__DATASET RECORDS__.

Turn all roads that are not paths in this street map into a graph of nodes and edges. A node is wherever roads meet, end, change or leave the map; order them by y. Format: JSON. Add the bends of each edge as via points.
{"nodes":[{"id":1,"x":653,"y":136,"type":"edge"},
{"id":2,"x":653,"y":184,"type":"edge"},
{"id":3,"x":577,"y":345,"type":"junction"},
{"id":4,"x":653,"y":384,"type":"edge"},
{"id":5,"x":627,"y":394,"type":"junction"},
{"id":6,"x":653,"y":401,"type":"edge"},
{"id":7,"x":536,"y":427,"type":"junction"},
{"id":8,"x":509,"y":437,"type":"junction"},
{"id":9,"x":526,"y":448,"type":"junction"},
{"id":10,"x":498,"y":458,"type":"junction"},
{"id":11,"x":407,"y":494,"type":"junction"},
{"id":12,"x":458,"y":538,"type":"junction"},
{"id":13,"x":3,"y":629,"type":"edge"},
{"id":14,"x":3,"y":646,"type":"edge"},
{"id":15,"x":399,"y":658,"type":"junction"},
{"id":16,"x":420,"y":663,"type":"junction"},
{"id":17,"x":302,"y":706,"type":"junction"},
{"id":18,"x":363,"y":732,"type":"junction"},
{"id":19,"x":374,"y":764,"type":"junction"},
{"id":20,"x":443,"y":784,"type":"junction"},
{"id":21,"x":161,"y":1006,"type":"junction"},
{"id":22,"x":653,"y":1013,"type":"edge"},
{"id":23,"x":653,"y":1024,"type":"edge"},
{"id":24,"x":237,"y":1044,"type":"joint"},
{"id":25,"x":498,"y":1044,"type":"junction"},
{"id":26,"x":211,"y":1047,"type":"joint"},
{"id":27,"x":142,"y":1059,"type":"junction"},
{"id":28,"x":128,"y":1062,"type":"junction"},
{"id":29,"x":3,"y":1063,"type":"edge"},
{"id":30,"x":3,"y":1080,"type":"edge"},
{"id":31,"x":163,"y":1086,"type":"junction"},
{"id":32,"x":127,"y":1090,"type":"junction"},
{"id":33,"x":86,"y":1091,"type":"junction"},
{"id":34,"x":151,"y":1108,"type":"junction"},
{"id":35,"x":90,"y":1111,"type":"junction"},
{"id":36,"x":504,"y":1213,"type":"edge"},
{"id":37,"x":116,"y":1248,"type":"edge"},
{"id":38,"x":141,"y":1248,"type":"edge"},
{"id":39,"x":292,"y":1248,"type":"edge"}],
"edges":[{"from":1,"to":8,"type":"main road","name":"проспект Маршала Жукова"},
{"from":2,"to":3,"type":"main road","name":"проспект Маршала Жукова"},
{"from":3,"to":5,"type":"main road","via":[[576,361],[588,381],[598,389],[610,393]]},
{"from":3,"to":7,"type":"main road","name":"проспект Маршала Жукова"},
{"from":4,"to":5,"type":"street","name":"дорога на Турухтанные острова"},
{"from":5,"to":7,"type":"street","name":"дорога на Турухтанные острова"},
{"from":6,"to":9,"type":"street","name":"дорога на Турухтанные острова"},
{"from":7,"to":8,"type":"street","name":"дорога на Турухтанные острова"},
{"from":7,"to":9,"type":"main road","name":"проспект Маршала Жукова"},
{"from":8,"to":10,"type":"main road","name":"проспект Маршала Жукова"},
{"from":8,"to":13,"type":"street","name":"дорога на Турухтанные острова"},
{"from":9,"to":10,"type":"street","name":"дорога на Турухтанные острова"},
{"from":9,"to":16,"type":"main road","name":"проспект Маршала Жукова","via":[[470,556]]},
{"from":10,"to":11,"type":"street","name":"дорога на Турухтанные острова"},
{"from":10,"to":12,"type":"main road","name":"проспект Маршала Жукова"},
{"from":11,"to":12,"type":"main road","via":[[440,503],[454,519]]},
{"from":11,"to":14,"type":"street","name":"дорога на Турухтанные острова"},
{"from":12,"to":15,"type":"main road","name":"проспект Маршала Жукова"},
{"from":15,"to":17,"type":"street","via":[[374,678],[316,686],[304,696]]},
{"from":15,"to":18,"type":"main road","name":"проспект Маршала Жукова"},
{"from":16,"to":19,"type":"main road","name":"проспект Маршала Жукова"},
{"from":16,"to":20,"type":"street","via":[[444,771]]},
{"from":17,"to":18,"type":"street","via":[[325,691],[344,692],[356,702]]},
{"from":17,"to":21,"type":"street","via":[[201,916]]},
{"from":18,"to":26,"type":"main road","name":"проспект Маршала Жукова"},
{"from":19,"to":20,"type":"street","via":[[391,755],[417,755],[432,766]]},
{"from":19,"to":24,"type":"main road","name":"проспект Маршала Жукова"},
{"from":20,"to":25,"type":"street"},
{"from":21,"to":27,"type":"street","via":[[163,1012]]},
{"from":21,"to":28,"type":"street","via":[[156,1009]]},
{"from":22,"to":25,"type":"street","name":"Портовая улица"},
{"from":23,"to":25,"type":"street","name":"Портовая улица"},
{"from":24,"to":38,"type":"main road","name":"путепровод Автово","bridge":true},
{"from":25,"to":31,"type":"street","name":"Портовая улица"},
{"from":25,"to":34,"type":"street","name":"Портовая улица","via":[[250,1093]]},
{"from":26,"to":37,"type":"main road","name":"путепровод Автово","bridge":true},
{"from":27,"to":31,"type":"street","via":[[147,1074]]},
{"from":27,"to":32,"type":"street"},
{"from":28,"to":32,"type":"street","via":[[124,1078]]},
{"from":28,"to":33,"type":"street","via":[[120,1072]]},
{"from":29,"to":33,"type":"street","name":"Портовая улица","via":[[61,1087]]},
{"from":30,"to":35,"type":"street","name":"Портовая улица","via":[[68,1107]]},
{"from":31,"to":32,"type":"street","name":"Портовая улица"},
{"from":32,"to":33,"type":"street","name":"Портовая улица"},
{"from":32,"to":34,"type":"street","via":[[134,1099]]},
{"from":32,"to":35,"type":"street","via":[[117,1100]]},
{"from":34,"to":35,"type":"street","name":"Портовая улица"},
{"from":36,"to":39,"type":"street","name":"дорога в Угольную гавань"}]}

__EXERCISE DIRECTIONS__. Each and every entry needs to be repeated exactly.

__RESPONSE TO THE TASK__.
Turn all roads that are not paths in this street map into a graph of nodes and edges. A node is wherever roads meet, end, change or leave the map; order them by y. Format: JSON. Add the bends of each edge as via points.
{"nodes":[{"id":1,"x":653,"y":136,"type":"edge"},
{"id":2,"x":653,"y":184,"type":"edge"},
{"id":3,"x":577,"y":345,"type":"junction"},
{"id":4,"x":653,"y":384,"type":"edge"},
{"id":5,"x":627,"y":394,"type":"junction"},
{"id":6,"x":653,"y":401,"type":"edge"},
{"id":7,"x":536,"y":427,"type":"junction"},
{"id":8,"x":509,"y":437,"type":"junction"},
{"id":9,"x":526,"y":448,"type":"junction"},
{"id":10,"x":498,"y":458,"type":"junction"},
{"id":11,"x":407,"y":494,"type":"junction"},
{"id":12,"x":458,"y":538,"type":"junction"},
{"id":13,"x":3,"y":629,"type":"edge"},
{"id":14,"x":3,"y":646,"type":"edge"},
{"id":15,"x":399,"y":658,"type":"junction"},
{"id":16,"x":420,"y":663,"type":"junction"},
{"id":17,"x":302,"y":706,"type":"junction"},
{"id":18,"x":363,"y":732,"type":"junction"},
{"id":19,"x":374,"y":764,"type":"junction"},
{"id":20,"x":443,"y":784,"type":"junction"},
{"id":21,"x":161,"y":1006,"type":"junction"},
{"id":22,"x":653,"y":1013,"type":"edge"},
{"id":23,"x":653,"y":1024,"type":"edge"},
{"id":24,"x":237,"y":1044,"type":"joint"},
{"id":25,"x":498,"y":1044,"type":"junction"},
{"id":26,"x":211,"y":1047,"type":"joint"},
{"id":27,"x":142,"y":1059,"type":"junction"},
{"id":28,"x":128,"y":1062,"type":"junction"},
{"id":29,"x":3,"y":1063,"type":"edge"},
{"id":30,"x":3,"y":1080,"type":"edge"},
{"id":31,"x":163,"y":1086,"type":"junction"},
{"id":32,"x":127,"y":1090,"type":"junction"},
{"id":33,"x":86,"y":1091,"type":"junction"},
{"id":34,"x":151,"y":1108,"type":"junction"},
{"id":35,"x":90,"y":1111,"type":"junction"},
{"id":36,"x":504,"y":1213,"type":"edge"},
{"id":37,"x":116,"y":1248,"type":"edge"},
{"id":38,"x":141,"y":1248,"type":"edge"},
{"id":39,"x":292,"y":1248,"type":"edge"}],
"edges":[{"from":1,"to":8,"type":"main road","name":"проспект Маршала Жукова"},
{"from":2,"to":3,"type":"main road","name":"проспект Маршала Жукова"},
{"from":3,"to":5,"type":"main road","via":[[576,361],[588,381],[598,389],[610,393]]},
{"from":3,"to":7,"type":"main road","name":"проспект Маршала Жукова"},
{"from":4,"to":5,"type":"street","name":"дорога на Турухтанные острова"},
{"from":5,"to":7,"type":"street","name":"дорога на Турухтанные острова"},
{"from":6,"to":9,"type":"street","name":"дорога на Турухтанные острова"},
{"from":7,"to":8,"type":"street","name":"дорога на Турухтанные острова"},
{"from":7,"to":9,"type":"main road","name":"проспект Маршала Жукова"},
{"from":8,"to":10,"type":"main road","name":"проспект Маршала Жукова"},
{"from":8,"to":13,"type":"street","name":"дорога на Турухтанные острова"},
{"from":9,"to":10,"type":"street","name":"дорога на Турухтанные острова"},
{"from":9,"to":16,"type":"main road","name":"проспект Маршала Жукова","via":[[470,556]]},
{"from":10,"to":11,"type":"street","name":"дорога на Турухтанные острова"},
{"from":10,"to":12,"type":"main road","name":"проспект Маршала Жукова"},
{"from":11,"to":12,"type":"main road","via":[[440,503],[454,519]]},
{"from":11,"to":14,"type":"street","name":"дорога на Турухтанные острова"},
{"from":12,"to":15,"type":"main road","name":"проспект Маршала Жукова"},
{"from":15,"to":17,"type":"street","via":[[374,678],[316,686],[304,696]]},
{"from":15,"to":18,"type":"main road","name":"проспект Маршала Жукова"},
{"from":16,"to":19,"type":"main road","name":"проспект Маршала Жукова"},
{"from":16,"to":20,"type":"street","via":[[444,771]]},
{"from":17,"to":18,"type":"street","via":[[325,691],[344,692],[356,702]]},
{"from":17,"to":21,"type":"street","via":[[201,916]]},
{"from":18,"to":26,"type":"main road","name":"проспект Маршала Жукова"},
{"from":19,"to":20,"type":"street","via":[[391,755],[417,755],[432,766]]},
{"from":19,"to":24,"type":"main road","name":"проспект Маршала Жукова"},
{"from":20,"to":25,"type":"street"},
{"from":21,"to":27,"type":"street","via":[[163,1012]]},
{"from":21,"to":28,"type":"street","via":[[156,1009]]},
{"from":22,"to":25,"type":"street","name":"Портовая улица"},
{"from":23,"to":25,"type":"street","name":"Портовая улица"},
{"from":24,"to":38,"type":"main road","name":"путепровод Автово","bridge":true},
{"from":25,"to":31,"type":"street","name":"Портовая улица"},
{"from":25,"to":34,"type":"street","name":"Портовая улица","via":[[250,1093]]},
{"from":26,"to":37,"type":"main road","name":"путепровод Автово","bridge":true},
{"from":27,"to":31,"type":"street","via":[[147,1074]]},
{"from":27,"to":32,"type":"street"},
{"from":28,"to":32,"type":"street","via":[[124,1078]]},
{"from":28,"to":33,"type":"street","via":[[120,1072]]},
{"from":29,"to":33,"type":"street","name":"Портовая улица","via":[[61,1087]]},
{"from":30,"to":35,"type":"street","name":"Портовая улица","via":[[68,1107]]},
{"from":31,"to":32,"type":"street","name":"Портовая улица"},
{"from":32,"to":33,"type":"street","name":"Портовая улица"},
{"from":32,"to":34,"type":"street","via":[[134,1099]]},
{"from":32,"to":35,"type":"street","via":[[117,1100]]},
{"from":34,"to":35,"type":"street","name":"Портовая улица"},
{"from":36,"to":39,"type":"street","name":"дорога в Угольную гавань"}]}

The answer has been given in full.